How fracture interference impacts Woodford shale gas production
Integrated digital workflows are becoming increasingly important in understanding complex, unconventional reservoirs and basins. Bringing disciplines together in a single-project environment is central to maximizing productivity through better knowledge sharing, increased collaboration, and a standardized approach. The end goal is always the same—to allow asset teams to make more informed decisions through an optimal understanding of risk. A recent example of how a multidisciplinary digital workflow shaped understanding and developmental planning can be seen in the Woodford shale of the Anadarko basin in Oklahoma.
The Woodford shale was deposited during the late Devonian, along the western margin of the North American Craton. Regional studies indicate that the Cherokee Platform and Nemaha Ridge were positive features at the time, segmenting the Devonian shelf into proto-Anadarko and Arkoma basins, and disrupting deep marine upwelling conditions, resulting in regional facies changes.
The workflow was created by Devon Energy and Schlumberger, to integrate geology, geophysics, petrophysics, geomechanics, stimulation, completion, production, and reservoir engineering. The team wanted to describe the mechanics of the hydraulic fracture stimulation interference and its impact on gas production and drivers, well performance, and recovery in horizontal wells.

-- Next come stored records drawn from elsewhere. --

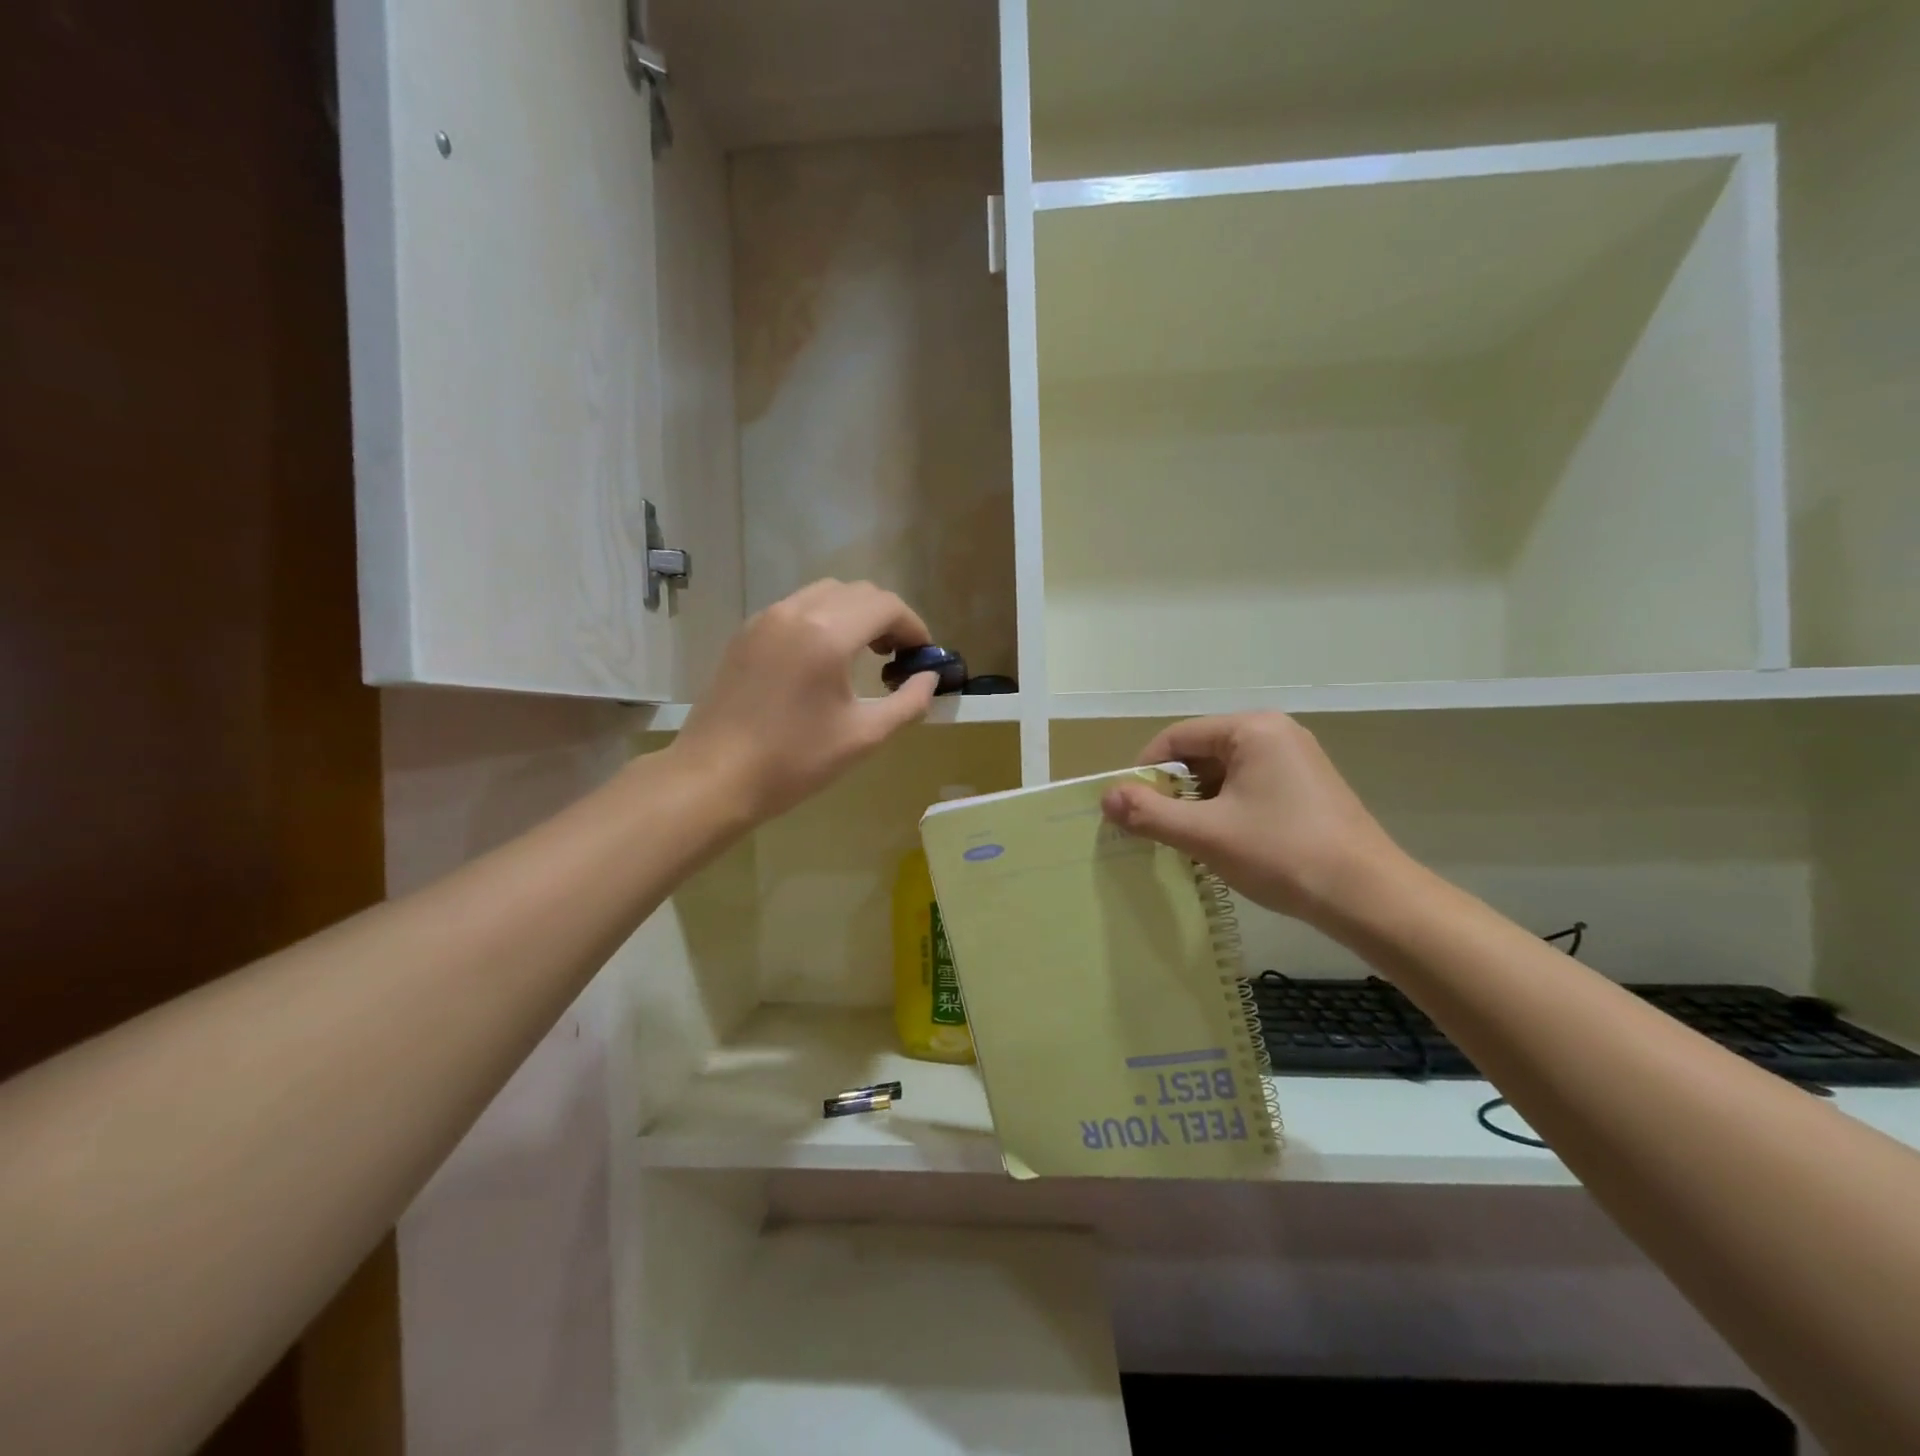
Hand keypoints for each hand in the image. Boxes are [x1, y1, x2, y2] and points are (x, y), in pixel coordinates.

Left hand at [673, 580, 938, 823]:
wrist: (715, 777)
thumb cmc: (794, 760)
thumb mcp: (864, 736)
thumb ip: (908, 703)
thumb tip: (929, 679)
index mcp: (828, 634)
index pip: (886, 605)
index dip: (914, 627)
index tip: (923, 656)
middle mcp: (796, 611)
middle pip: (858, 592)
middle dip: (887, 617)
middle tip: (897, 657)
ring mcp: (766, 618)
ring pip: (825, 593)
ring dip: (854, 614)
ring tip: (863, 655)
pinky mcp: (746, 633)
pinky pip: (796, 608)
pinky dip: (823, 619)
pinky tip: (823, 660)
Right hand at [1100, 712, 1407, 926]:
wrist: (1368, 897)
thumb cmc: (1282, 854)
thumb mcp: (1205, 834)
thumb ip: (1149, 813)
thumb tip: (1106, 798)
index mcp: (1252, 729)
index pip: (1176, 737)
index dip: (1144, 771)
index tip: (1128, 808)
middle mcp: (1275, 732)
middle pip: (1200, 753)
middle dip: (1172, 790)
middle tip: (1154, 828)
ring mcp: (1295, 759)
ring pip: (1223, 773)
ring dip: (1198, 803)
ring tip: (1187, 840)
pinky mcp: (1307, 786)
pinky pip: (1248, 786)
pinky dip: (1225, 809)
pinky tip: (1223, 842)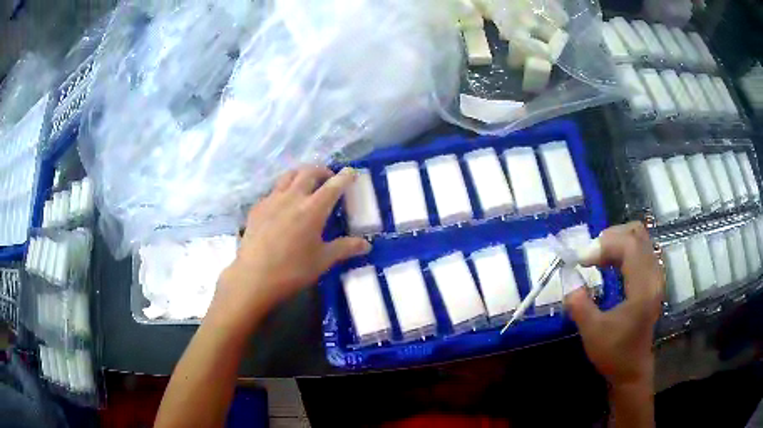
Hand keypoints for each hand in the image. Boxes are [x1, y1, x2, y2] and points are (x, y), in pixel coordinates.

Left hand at [212, 166, 370, 331]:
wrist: (253, 277)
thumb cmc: (292, 270)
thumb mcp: (323, 260)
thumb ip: (345, 248)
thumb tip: (366, 245)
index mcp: (313, 209)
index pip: (333, 185)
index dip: (345, 176)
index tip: (352, 171)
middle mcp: (292, 197)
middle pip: (309, 172)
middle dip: (322, 171)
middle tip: (329, 179)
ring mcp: (272, 199)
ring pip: (288, 175)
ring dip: (301, 174)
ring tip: (306, 183)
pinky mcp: (257, 207)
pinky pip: (273, 190)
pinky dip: (284, 190)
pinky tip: (283, 205)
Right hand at [565, 222, 663, 387]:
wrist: (632, 369)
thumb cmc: (614, 353)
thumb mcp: (592, 332)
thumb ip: (579, 304)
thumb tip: (568, 278)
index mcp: (643, 289)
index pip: (629, 245)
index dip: (604, 244)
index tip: (581, 259)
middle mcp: (654, 276)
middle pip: (637, 234)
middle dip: (610, 237)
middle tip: (590, 255)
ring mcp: (655, 276)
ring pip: (639, 238)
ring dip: (616, 241)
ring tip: (597, 258)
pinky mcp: (652, 279)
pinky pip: (640, 249)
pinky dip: (622, 249)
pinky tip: (609, 263)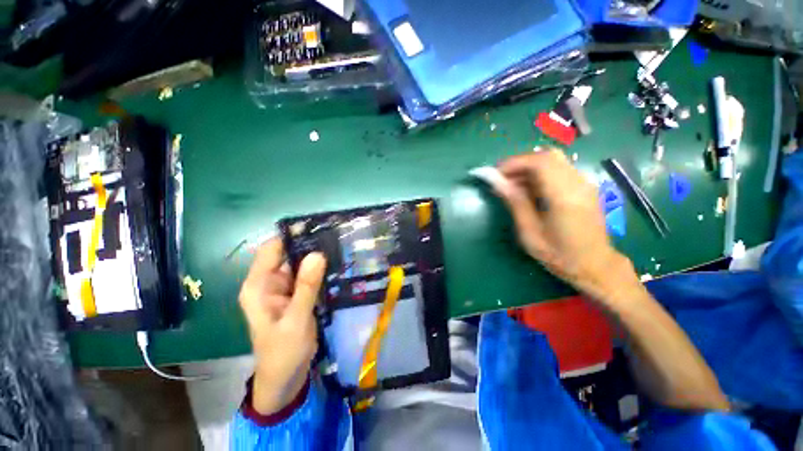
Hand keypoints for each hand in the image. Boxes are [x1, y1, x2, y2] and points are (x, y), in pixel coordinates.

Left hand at [238, 238, 325, 414]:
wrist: (285, 378)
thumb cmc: (283, 353)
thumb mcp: (296, 320)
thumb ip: (306, 287)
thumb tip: (317, 254)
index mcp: (258, 286)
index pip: (271, 249)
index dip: (292, 236)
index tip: (318, 227)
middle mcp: (268, 282)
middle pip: (287, 253)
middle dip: (309, 245)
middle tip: (335, 237)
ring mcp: (282, 288)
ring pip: (299, 263)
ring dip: (316, 257)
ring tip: (339, 247)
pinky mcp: (294, 294)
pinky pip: (306, 275)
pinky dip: (318, 269)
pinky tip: (335, 264)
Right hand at [491, 149, 634, 299]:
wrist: (595, 265)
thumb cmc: (559, 255)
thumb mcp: (530, 233)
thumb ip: (515, 203)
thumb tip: (497, 183)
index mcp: (565, 197)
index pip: (540, 162)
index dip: (514, 163)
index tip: (496, 174)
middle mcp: (578, 184)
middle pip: (547, 156)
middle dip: (520, 163)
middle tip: (502, 179)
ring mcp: (584, 183)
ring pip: (553, 160)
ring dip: (529, 167)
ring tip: (512, 184)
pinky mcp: (584, 186)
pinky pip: (559, 169)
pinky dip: (539, 173)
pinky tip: (529, 189)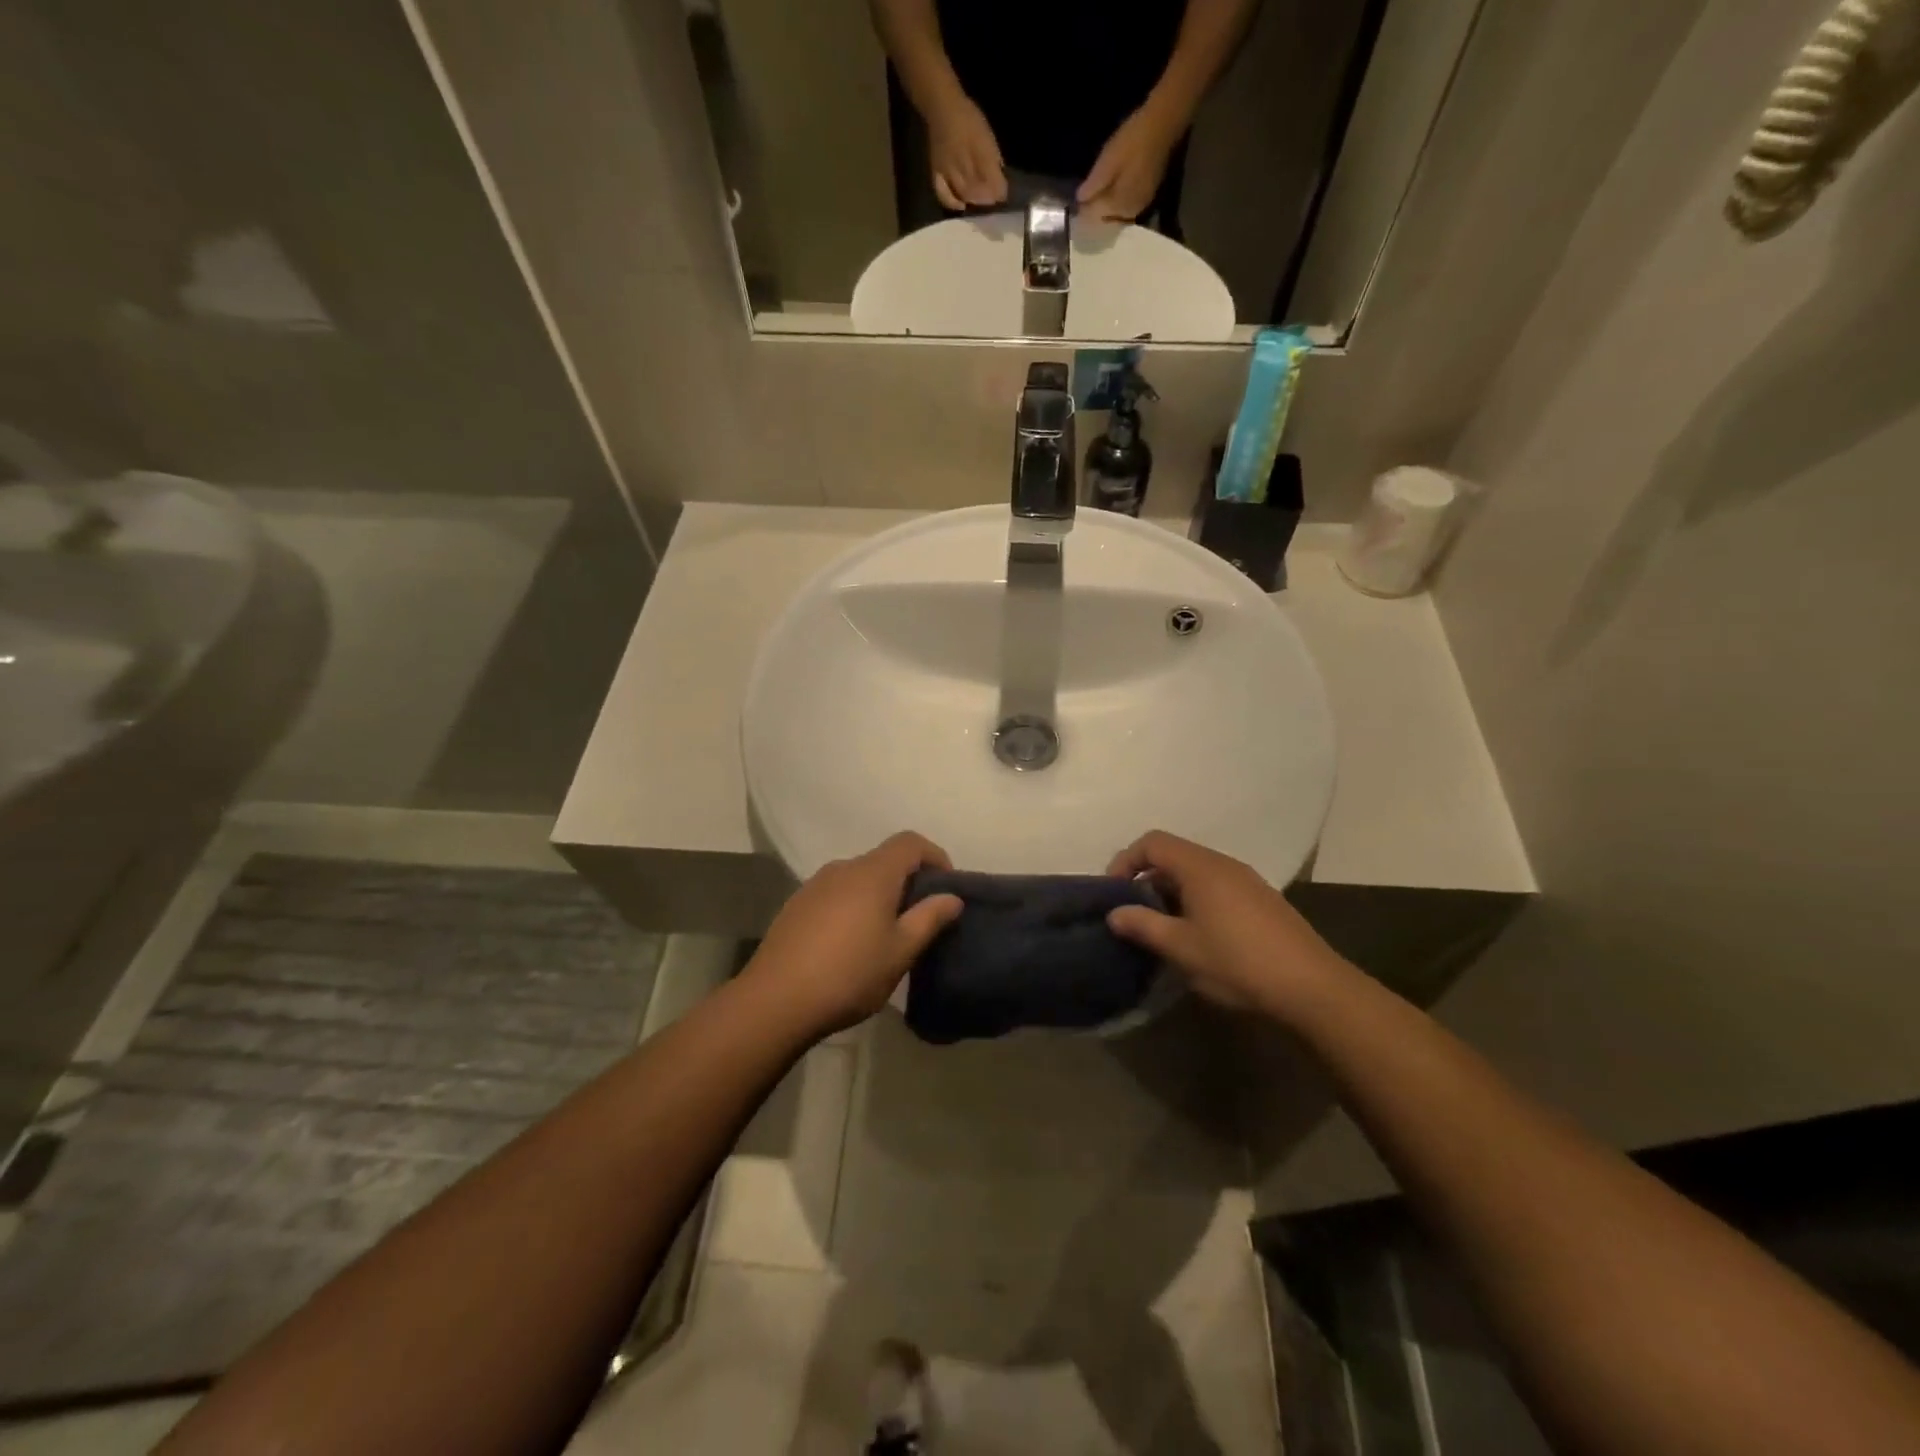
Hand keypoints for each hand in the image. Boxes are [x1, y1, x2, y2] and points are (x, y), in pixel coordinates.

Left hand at [745, 832, 963, 1035]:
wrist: (775, 1001)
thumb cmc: (849, 974)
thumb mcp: (900, 951)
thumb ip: (929, 918)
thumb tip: (952, 897)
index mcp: (873, 873)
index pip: (910, 842)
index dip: (934, 855)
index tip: (945, 887)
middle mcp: (843, 868)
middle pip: (884, 859)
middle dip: (907, 881)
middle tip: (919, 919)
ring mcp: (814, 885)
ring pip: (858, 878)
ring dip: (878, 895)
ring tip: (885, 935)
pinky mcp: (796, 906)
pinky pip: (836, 894)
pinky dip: (853, 906)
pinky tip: (849, 944)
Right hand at [926, 92, 1006, 210]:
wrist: (942, 106)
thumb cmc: (968, 117)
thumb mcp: (986, 133)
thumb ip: (993, 155)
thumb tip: (1000, 173)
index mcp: (980, 152)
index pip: (994, 179)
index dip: (1000, 190)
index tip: (1004, 194)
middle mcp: (965, 164)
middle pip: (979, 190)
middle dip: (988, 198)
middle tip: (992, 200)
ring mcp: (950, 170)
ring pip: (965, 193)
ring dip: (975, 201)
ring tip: (980, 201)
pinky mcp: (937, 173)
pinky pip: (944, 194)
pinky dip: (953, 203)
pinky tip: (961, 206)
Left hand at [1077, 107, 1180, 221]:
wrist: (1163, 124)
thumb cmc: (1132, 141)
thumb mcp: (1108, 161)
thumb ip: (1093, 185)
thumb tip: (1080, 201)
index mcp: (1117, 206)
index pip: (1093, 217)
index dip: (1083, 209)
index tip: (1077, 198)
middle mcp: (1129, 213)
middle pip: (1105, 219)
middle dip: (1095, 209)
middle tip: (1087, 193)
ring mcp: (1140, 206)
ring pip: (1116, 214)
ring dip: (1106, 207)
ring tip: (1099, 190)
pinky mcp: (1147, 197)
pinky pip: (1126, 207)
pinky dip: (1117, 202)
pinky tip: (1114, 187)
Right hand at [1104, 831, 1343, 1016]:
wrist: (1312, 987)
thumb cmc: (1238, 962)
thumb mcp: (1181, 948)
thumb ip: (1143, 925)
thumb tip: (1114, 914)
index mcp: (1200, 867)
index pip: (1152, 843)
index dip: (1126, 860)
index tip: (1114, 892)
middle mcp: (1223, 864)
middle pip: (1174, 855)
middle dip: (1147, 878)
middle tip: (1134, 913)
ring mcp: (1246, 880)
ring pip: (1196, 872)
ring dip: (1171, 891)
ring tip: (1162, 927)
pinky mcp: (1261, 899)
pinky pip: (1216, 886)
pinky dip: (1195, 899)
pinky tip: (1198, 935)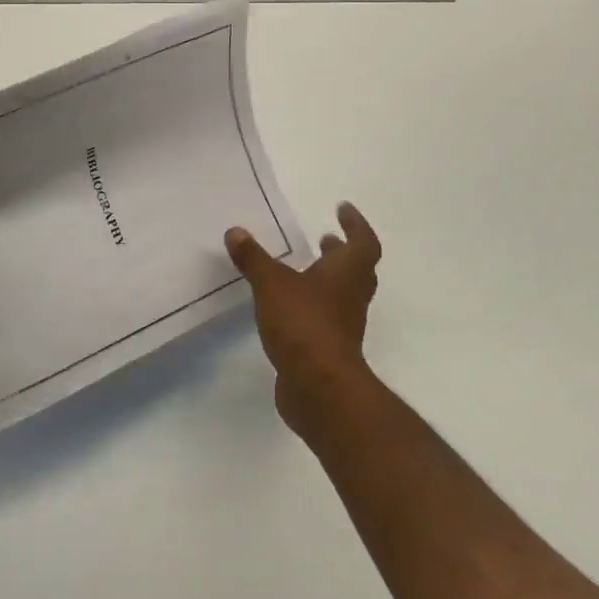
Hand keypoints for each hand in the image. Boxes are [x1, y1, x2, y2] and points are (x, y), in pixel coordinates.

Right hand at [225, 203, 382, 440]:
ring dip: (327, 279)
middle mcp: (350, 296)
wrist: (320, 389)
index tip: (343, 209)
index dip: (356, 225)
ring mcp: (343, 325)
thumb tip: (235, 232)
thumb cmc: (304, 324)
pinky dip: (312, 306)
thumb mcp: (272, 284)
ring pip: (342, 295)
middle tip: (326, 238)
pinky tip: (287, 306)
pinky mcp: (329, 349)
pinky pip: (325, 318)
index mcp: (346, 274)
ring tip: (303, 269)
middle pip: (357, 270)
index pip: (363, 243)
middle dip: (342, 253)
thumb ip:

The project’s integrated multidisciplinary workflow, built in the Petrel E&P software platform, combined data and interpretations from geology, geophysics, petrophysics, geomechanics, stimulation, completion, production, and reservoir engineering. The workflow allowed for significant productivity increases through simultaneous task completion. While petrophysics validation was undertaken with core data, geomechanical interpretation was started, and the 3D geological model was built, based on well and seismic data.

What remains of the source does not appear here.